When it comes to guitarist Bill Frisell, the word that comes up time and again is “amazing.” His fans use it often, most recently with the boundary-breaking jazz guitarist’s latest album, When You Wish Upon A Star, which was released in late January. This collection of TV and movie music has inspired glowing reviews.
“Frisell is meticulous throughout, never playing more than necessary,” said London’s Independent. And, in an interview pegged to the new record, NPR Music dubbed Frisell “one of the world’s most inventive guitarists and composers.”
Yet when Frisell repeats “amazing” in his conversation with Reverb, it’s in the most humble sense imaginable. The 2005 GRAMMY winner — he also was nominated for this year’s Best Contemporary Instrumental Album for Guitar in the Space Age! — had this to say about the record-making process, “It’s amazing I’m able to make recordings these days, given the way things are in music. When it came to making a record or recording, not all that long ago I had this idea that that’s what the big guys do.”
While Frisell may be one of those big guys now, what matters to him is fearless, peerless exploration of the inner spaces within a composition. The process for making the new record involved repeated practices, studying the score and listening to as many versions of the selected songs as possible. But once that was done, Frisell’s four accomplices, violist Eyvind Kang, drummer Rudy Royston, bassist Thomas Morgan and vocalist Petra Haden, roamed each musical landscape with the mission of bringing sublime touches of style to it.
“You still have to have the music and the information we’re going to deal with, but for me it’s so much about who I’m with, and the trust we have with each other,” says Frisell, who has just started performing the album tracks live. “We’ve done two shows so far and how the material transformed between the first gig and the second, it was incredible.” Ultimately, the evolution of a song with each performance is a matter of artistic mystery, though Frisell offers glimpses into how the music changes during its creation in the studio.
“There’s this incredible thing that happens,” he says of fleshing out material in the studio. “I’m realizing that my process, especially with this music — or my own music that I write — comes down to the idea that I don’t know it as well as I think I do. So I keep trying to turn it over and over, inside out and backwards and see what’s in there.”

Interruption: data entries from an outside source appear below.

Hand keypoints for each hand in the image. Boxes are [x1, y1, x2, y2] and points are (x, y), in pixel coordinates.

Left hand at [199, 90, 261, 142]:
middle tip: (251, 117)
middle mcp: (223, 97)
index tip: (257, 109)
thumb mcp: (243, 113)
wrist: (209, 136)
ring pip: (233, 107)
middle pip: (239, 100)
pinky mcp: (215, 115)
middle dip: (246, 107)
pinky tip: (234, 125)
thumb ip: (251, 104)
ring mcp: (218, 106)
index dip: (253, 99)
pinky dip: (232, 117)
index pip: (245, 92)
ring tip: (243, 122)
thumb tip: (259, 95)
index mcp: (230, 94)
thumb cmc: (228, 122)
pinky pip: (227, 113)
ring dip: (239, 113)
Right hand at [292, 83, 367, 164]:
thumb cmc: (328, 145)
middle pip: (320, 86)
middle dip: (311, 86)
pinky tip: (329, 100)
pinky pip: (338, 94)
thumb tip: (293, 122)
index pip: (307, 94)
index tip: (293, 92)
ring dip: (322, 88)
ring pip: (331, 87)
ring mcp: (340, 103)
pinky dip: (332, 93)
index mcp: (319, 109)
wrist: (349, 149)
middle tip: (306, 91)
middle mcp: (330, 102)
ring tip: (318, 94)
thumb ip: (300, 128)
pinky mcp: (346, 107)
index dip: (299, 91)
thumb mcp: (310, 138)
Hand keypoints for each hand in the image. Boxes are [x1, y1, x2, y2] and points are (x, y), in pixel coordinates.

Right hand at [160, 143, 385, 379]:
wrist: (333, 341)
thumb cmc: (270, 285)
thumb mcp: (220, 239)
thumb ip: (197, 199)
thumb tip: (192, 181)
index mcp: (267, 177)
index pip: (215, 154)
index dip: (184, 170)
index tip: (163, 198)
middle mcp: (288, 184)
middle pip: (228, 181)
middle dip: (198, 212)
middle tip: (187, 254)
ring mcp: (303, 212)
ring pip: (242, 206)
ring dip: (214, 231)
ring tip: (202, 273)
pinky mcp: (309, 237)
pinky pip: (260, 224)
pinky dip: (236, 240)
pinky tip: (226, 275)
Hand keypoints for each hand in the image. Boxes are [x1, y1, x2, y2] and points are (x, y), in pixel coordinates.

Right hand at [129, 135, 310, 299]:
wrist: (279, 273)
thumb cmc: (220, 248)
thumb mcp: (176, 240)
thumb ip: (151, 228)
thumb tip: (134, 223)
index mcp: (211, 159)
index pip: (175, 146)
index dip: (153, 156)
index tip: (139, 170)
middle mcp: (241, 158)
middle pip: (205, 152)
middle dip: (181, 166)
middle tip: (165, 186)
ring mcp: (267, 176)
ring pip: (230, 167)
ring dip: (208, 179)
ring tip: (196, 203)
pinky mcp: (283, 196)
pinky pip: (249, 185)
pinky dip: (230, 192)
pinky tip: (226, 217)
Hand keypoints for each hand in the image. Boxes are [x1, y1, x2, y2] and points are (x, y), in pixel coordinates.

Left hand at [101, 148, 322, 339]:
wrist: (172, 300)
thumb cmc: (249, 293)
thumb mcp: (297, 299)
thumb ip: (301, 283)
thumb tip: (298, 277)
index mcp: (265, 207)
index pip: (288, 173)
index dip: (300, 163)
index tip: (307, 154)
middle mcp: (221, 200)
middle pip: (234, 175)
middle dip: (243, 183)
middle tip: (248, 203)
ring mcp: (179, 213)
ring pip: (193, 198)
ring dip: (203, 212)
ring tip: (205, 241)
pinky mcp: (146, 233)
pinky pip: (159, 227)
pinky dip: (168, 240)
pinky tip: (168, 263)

And that, he points out, isn’t the least bit easy. “It’s amazing what can happen with this music — it’s not static at all. Whatever we did with the record, I’m happy about that, but it was just one moment. And now it can go all kinds of ways.”
Music for Films
So what inspired an album of film and TV music anyway? For Frisell, it was in large part an odyssey to his past: seeing, for perhaps the first time, how much the music gave poignancy and power to what he viewed as a child and young adult. “It’s coming from an earlier time in my life when my imagination was really being formed.”
Frisell cites his two-part suite of “To Kill a Mockingbird,” a film that brings back strong memories of the Civil Rights Movement for him. “It conjures up this atmosphere of what was happening in my life. So when I play this, it comes from a special place.”
But sometimes, the music sparks more of a coming-of-age ritual every ’60s kid knows. The 1967 James Bond theme “You Only Live Twice” came out while Frisell was a teen, going on dates in the family car: a 1962, metallic light-blue Chevrolet Biscayne. “The cheapest kind of car they could get,” Frisell says.
The memory makes him laugh, but his interpretation of “Twice” sets the listener afloat in a mist culled straight from some decades-old reverie. Frisell’s chord washes and sleepy, slow-burning lead runs weave gently around the main theme — played by Kang — and Haden’s delicious, crisp vocal.
Frisell and company prove equally nimble whether stretching out on a nine minute-plus version of “The Godfather,” which comes into focus with Arabesque touches, or playing it straight and sly, as on the lighthearted “Happy Trails,” complete with the requisite western clip-clopping.
For those who latch onto “Star,” Frisell has good news: “This is an ongoing concept and there could be newer films we tap.” But if you press Frisell in terms of how his style might change between now and then — or how it’s evolved over the years — well, that might just be the stuff of some cinematic dream sequence.
“It’s just one giant thing, really,” he says, laughing. “I’ve been so lucky with just getting opportunity after opportunity after opportunity for what seems like forever. But even one note will suggest the next note, and one song the next song. You just have to be in it and the music itself will take you to these amazing places.”